¡Qué partidos! Mis queridos chándal amarillo y camisa de cuadros

Recuerdos de pantalón corto; sí, mogollón, pero… ¿fotos? No, no tengo, excepto las del libro escolar y el boletín de notas. A ver, déjame pensar… Y rebusco, rebusco, pero no encuentro, no: ninguna imagen (excepto familiares), de aquel pequeñajo que se iba metamorfoseando en pretencioso adolescente. Y os lo aseguro: soy demasiado viejo para conservar, ni siquiera apolillado, mi entrañable chándal de algodón amarillo. Sí, sí, de algodón, antes de que se pusiera de moda el estilo goma/espuma. Ese atuendo inconfundible que llevaba de culo a las nubes de mosquitos más glotonas de la ribera del Manzanares y del arroyo/cloaca de la Casa de Campo, por cuyos vericuetos nos perdíamos de pellas en esos años 60 y primeros 70 incluso los que lucíamos fama de “buenos alumnos”. El mismo con el que nos pertrechábamos para defender nuestro honor deportivo frente a los “verdes” del Lourdes o los “azules” del Covadonga en las campas de La Chopera del Retiro o en los desfiles del Palacio de los Deportes… Ni rastro, excepto en la memoria, de aquel chándal estridente, con ribetes negros en empuñaduras y cuello.

En cambio guardo, mucho más atrás de donde habita la retina, vestidos como yo de agresivo canario para la guasa (¿o sería envidia?), de no pocos rivales: los desmarques de Pulido, los regates de Vigo, la contundencia de Ochoa, ese toque exquisito de Patón al lanzar los tiros libres… Porque entonces (con once, doce o trece años) nuestro nombre era un apellido; en algunos casos, como el mío, el que nuestra madre nos legaba para redimirnos de un López, un Martínez… o un García paterno. Esos nombres, digo, sí que vuelven ahora a la memoria como un tiro de magnum, cuando empieza a costarme dios y ayuda recordar los datos más triviales de lo que ocurrió apenas hace cuatro días.

En septiembre de 1969, nosotros arrancábamos en el que sería nuestro 2º curso de Bachillerato. Y como por arte de birlibirloque el paisaje de Santa Cristina se había transformado en otra cosa: de repente se acabaron los padrenuestros, las formaciones a pie de patio, los capones, los regletazos, la permanente -e inútil- exigencia de silencio… Aterrizaron suavemente, como un avioncito de papel, unos/as profesores muchos más jóvenes, que venían a clase sin traje ni corbata, que empezaron a hablar de evaluación continua, que se empeñaron en que era tan importante esa extravagancia de “coger apuntes”. Además, elegimos -en nuestro primer acto de ejercicio democrático- delegados de curso y un día, de repente, vivimos la experiencia de celebrar una Asamblea… La primera entre tantas y tantas posteriores para unos privilegiados adolescentes que, por obra y gracia del destino, comenzamos a vivir en el futuro un poco antes, no ya que nuestros padres, sino que muchos de los muchachos con los que compartíamos generación.

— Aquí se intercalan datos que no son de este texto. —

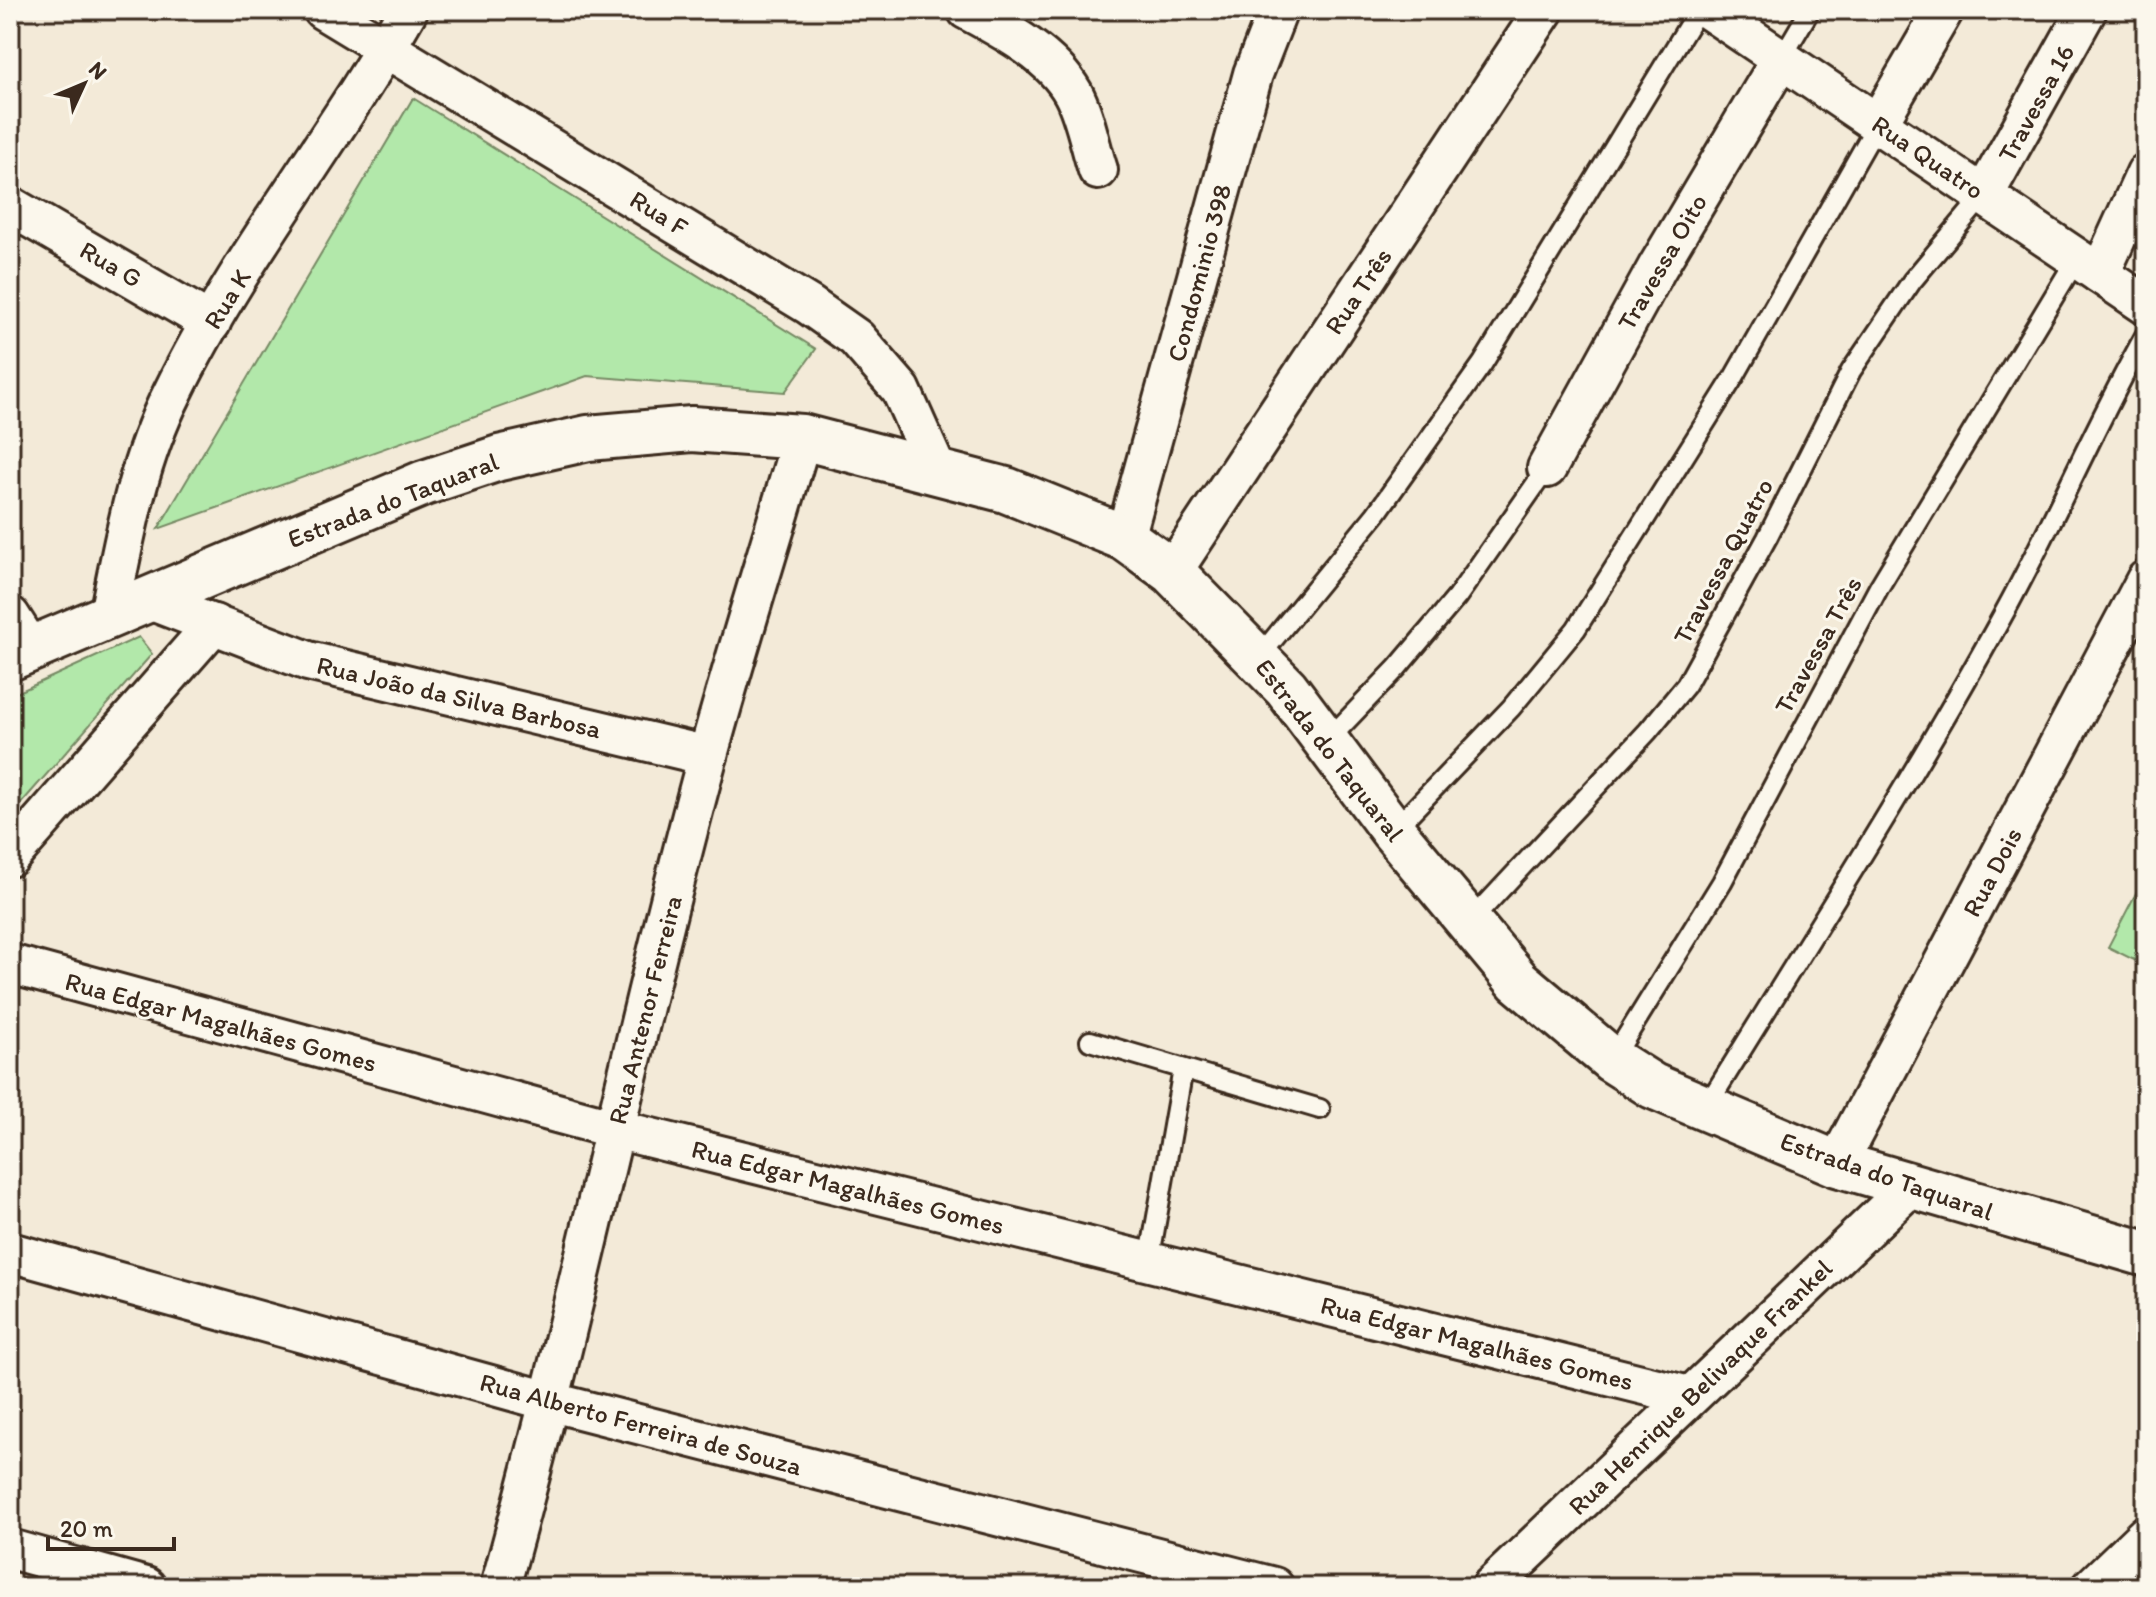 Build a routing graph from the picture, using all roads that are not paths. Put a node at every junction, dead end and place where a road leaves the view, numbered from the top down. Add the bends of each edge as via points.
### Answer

Recuerdo a menudo -y también aparecen en mis sueños pese al tiempo transcurrido- aquellos partidillos disputados entre el polvo y la escasez de medios formativos; me vienen a las mientes escenas, que se diría pescadas con la red entre la marea del pasado, en las que un grupo de jóvenes enseñantes se empeñaban en sacar algo más que el puro aprendizaje de unas pocas reglas entre aquel batallón de chicos de barrio, alevines de hombres que aún no podían imaginar siquiera estar acudiendo al arranque de un tiempo nuevo.

Y confieso que evocarlo me emociona, me reconcilia y me identifica con una historia, la mía, la nuestra.

No, no hay manera de dar con el chándal amarillo. Pero desde hace muchos meses no me quito para nada una orgullosa camiseta verde.